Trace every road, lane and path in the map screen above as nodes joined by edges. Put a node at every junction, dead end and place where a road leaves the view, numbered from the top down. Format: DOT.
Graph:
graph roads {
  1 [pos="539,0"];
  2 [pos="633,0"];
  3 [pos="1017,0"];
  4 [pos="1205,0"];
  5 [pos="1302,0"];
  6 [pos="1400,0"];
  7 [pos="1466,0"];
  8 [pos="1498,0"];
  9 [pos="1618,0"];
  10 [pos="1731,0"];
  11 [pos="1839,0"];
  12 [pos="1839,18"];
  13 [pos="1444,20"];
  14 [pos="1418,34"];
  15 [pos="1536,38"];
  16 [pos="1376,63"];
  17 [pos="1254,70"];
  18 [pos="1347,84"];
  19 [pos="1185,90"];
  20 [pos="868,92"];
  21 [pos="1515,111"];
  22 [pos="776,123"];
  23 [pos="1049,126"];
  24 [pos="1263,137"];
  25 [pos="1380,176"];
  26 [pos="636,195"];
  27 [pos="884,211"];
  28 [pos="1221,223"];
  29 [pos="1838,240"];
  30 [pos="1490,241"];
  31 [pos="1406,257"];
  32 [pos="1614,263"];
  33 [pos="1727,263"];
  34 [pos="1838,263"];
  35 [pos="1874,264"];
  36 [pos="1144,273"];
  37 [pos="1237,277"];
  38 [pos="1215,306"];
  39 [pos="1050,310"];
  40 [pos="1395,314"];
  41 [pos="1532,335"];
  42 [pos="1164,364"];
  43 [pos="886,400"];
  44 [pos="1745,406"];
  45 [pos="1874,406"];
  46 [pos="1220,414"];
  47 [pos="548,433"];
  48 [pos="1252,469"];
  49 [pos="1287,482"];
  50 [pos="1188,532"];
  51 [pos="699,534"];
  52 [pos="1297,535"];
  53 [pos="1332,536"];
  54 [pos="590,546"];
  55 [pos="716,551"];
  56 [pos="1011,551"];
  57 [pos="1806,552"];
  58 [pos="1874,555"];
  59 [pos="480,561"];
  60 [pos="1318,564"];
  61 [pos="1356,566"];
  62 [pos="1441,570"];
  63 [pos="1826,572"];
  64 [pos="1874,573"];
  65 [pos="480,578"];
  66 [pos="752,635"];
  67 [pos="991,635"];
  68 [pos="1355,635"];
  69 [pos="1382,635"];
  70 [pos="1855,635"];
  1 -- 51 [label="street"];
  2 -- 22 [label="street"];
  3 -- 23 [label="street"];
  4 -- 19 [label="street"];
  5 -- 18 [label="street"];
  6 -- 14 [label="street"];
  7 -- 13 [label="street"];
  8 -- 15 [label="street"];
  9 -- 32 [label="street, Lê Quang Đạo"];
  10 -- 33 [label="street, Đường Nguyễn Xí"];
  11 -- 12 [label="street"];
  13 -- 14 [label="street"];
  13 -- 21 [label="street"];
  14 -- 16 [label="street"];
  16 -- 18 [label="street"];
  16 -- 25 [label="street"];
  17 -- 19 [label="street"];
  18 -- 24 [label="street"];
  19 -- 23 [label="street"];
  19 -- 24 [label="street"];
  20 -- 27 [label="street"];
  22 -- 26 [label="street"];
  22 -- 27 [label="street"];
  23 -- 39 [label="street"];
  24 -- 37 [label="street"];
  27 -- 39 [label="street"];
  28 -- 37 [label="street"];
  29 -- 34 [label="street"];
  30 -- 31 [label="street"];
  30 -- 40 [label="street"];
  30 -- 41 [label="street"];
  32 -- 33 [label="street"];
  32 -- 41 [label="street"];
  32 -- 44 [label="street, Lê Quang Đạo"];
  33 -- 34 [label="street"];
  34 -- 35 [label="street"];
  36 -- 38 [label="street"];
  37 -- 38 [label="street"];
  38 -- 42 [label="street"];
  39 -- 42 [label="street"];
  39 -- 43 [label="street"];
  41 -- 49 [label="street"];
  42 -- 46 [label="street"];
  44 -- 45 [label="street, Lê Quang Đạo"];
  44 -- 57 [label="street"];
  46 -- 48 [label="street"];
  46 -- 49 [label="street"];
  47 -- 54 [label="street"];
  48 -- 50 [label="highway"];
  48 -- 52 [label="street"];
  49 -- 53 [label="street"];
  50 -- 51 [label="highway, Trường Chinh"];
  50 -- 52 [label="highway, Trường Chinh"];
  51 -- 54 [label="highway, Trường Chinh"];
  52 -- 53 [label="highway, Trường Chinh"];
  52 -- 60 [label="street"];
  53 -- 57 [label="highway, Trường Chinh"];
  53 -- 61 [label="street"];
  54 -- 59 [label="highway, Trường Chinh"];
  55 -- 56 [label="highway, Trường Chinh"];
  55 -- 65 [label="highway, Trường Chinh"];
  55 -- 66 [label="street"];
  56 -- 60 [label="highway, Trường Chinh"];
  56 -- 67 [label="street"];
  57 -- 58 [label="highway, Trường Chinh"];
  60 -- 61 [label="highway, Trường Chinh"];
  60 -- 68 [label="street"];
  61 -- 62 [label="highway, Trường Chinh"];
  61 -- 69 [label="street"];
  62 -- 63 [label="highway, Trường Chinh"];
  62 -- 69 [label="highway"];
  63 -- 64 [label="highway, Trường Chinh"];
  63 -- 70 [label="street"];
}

» **WORK REQUEST**
Return the listing above in its entirety, word for word.

» **YOUR RESPONSE**
Trace every road, lane and path in the map screen above as nodes joined by edges. Put a node at every junction, dead end and place where a road leaves the view, numbered from the top down. Format: DOT.
Graph:
graph roads {
  1 [pos="539,0"];
  2 [pos="633,0"];
  3 [pos="1017,0"];
  4 [pos="1205,0"];
  5 [pos="1302,0"];
  6 [pos="1400,0"];
  7 [pos="1466,0"];
  8 [pos="1498,0"];
  9 [pos="1618,0"];
  10 [pos="1731,0"];
  11 [pos="1839,0"];
  12 [pos="1839,18"];
  13 [pos="1444,20"];
  14 [pos="1418,34"];
  15 [pos="1536,38"];
  16 [pos="1376,63"];
  17 [pos="1254,70"];
  18 [pos="1347,84"];
  19 [pos="1185,90"];
  20 [pos="868,92"];
  21 [pos="1515,111"];
  22 [pos="776,123"];
  23 [pos="1049,126"];
  24 [pos="1263,137"];
  25 [pos="1380,176"];
  26 [pos="636,195"];
  27 [pos="884,211"];
  28 [pos="1221,223"];
  29 [pos="1838,240"];
  30 [pos="1490,241"];
  31 [pos="1406,257"];
  32 [pos="1614,263"];
  33 [pos="1727,263"];
  34 [pos="1838,263"];
  35 [pos="1874,264"];
  36 [pos="1144,273"];
  37 [pos="1237,277"];
  38 [pos="1215,306"];
  39 [pos="1050,310"];
  40 [pos="1395,314"];
  41 [pos="1532,335"];
  42 [pos="1164,364"];
  43 [pos="886,400"];
  44 [pos="1745,406"];
  45 [pos="1874,406"];
  46 [pos="1220,414"];
  47 [pos="548,433"];
  48 [pos="1252,469"];
  49 [pos="1287,482"];
  50 [pos="1188,532"];
  51 [pos="699,534"];
  52 [pos="1297,535"];
  53 [pos="1332,536"];
  54 [pos="590,546"];
  55 [pos="716,551"];
  56 [pos="1011,551"];
  57 [pos="1806,552"];
  58 [pos="1874,555"];
  59 [pos="480,561"];
  60 [pos="1318,564"];
  61 [pos="1356,566"];
  62 [pos="1441,570"];
  63 [pos="1826,572"];
  64 [pos="1874,573"];
  65 [pos="480,578"];
  66 [pos="752,635"];
  67 [pos="991,635"];
  68 [pos="1355,635"];
  69 [pos="1382,635"];
  70 [pos="1855,635"];
  1 -- 51 [label="street"];
  2 -- 22 [label="street"];
  3 -- 23 [label="street"];
  4 -- 19 [label="street"];
  5 -- 18 [label="street"];
  6 -- 14 [label="street"];
  7 -- 13 [label="street"];
  8 -- 15 [label="street"];
  9 -- 32 [label="street, Lê Quang Đạo"];
  10 -- 33 [label="street, Đường Nguyễn Xí"];
  11 -- 12 [label="street"];
  13 -- 14 [label="street"];
  13 -- 21 [label="street"];
  14 -- 16 [label="street"];
  16 -- 18 [label="street"];
  16 -- 25 [label="street"];
  17 -- 19 [label="street"];
  18 -- 24 [label="street"];
  19 -- 23 [label="street"];
  19 -- 24 [label="street"];
  20 -- 27 [label="street"];
  22 -- 26 [label="street"];
  22 -- 27 [label="street"];
  23 -- 39 [label="street"];
  24 -- 37 [label="street"];
  27 -- 39 [label="street"];
  28 -- 37 [label="street"];
  29 -- 34 [label="street"];
  30 -- 31 [label="street"];
  30 -- 40 [label="street"];
  30 -- 41 [label="street"];
  32 -- 33 [label="street"];
  32 -- 41 [label="street"];
  32 -- 44 [label="street, Lê Quang Đạo"];
  33 -- 34 [label="street"];
  34 -- 35 [label="street"];
  36 -- 38 [label="street"];
  37 -- 38 [label="street"];
  38 -- 42 [label="street"];
  39 -- 42 [label="street"];
  39 -- 43 [label="street"];
  41 -- 49 [label="street"];
  42 -- 46 [label="street"];
  44 -- 45 [label="street, Lê Quang Đạo"];
  44 -- 57 [label="street"];
  46 -- 48 [label="street"];
  46 -- 49 [label="street"];
  47 -- 54 [label="street"];
  48 -- 50 [label="highway"];
  48 -- 52 [label="street"];
  49 -- 53 [label="street"];
  50 -- 51 [label="highway, Trường Chinh"];
  50 -- 52 [label="highway, Trường Chinh"];
  51 -- 54 [label="highway, Trường Chinh"];
  52 -- 53 [label="highway, Trường Chinh"];
  52 -- 60 [label="street"];
  53 -- 57 [label="highway, Trường Chinh"];
  53 -- 61 [label="street"];
  54 -- 59 [label="highway, Trường Chinh"];
  55 -- 56 [label="highway, Trường Chinh"];
  55 -- 65 [label="highway, Trường Chinh"];
  55 -- 66 [label="street"];
  56 -- 60 [label="highway, Trường Chinh"];
  56 -- 67 [label="street"];
  57 -- 58 [label="highway, Trường Chinh"];
  60 -- 61 [label="highway, Trường Chinh"];
  60 -- 68 [label="street"];
  61 -- 62 [label="highway, Trường Chinh"];
  61 -- 69 [label="street"];
  62 -- 63 [label="highway, Trường Chinh"];
  62 -- 69 [label="highway"];
  63 -- 64 [label="highway, Trường Chinh"];
  63 -- 70 [label="street"];
}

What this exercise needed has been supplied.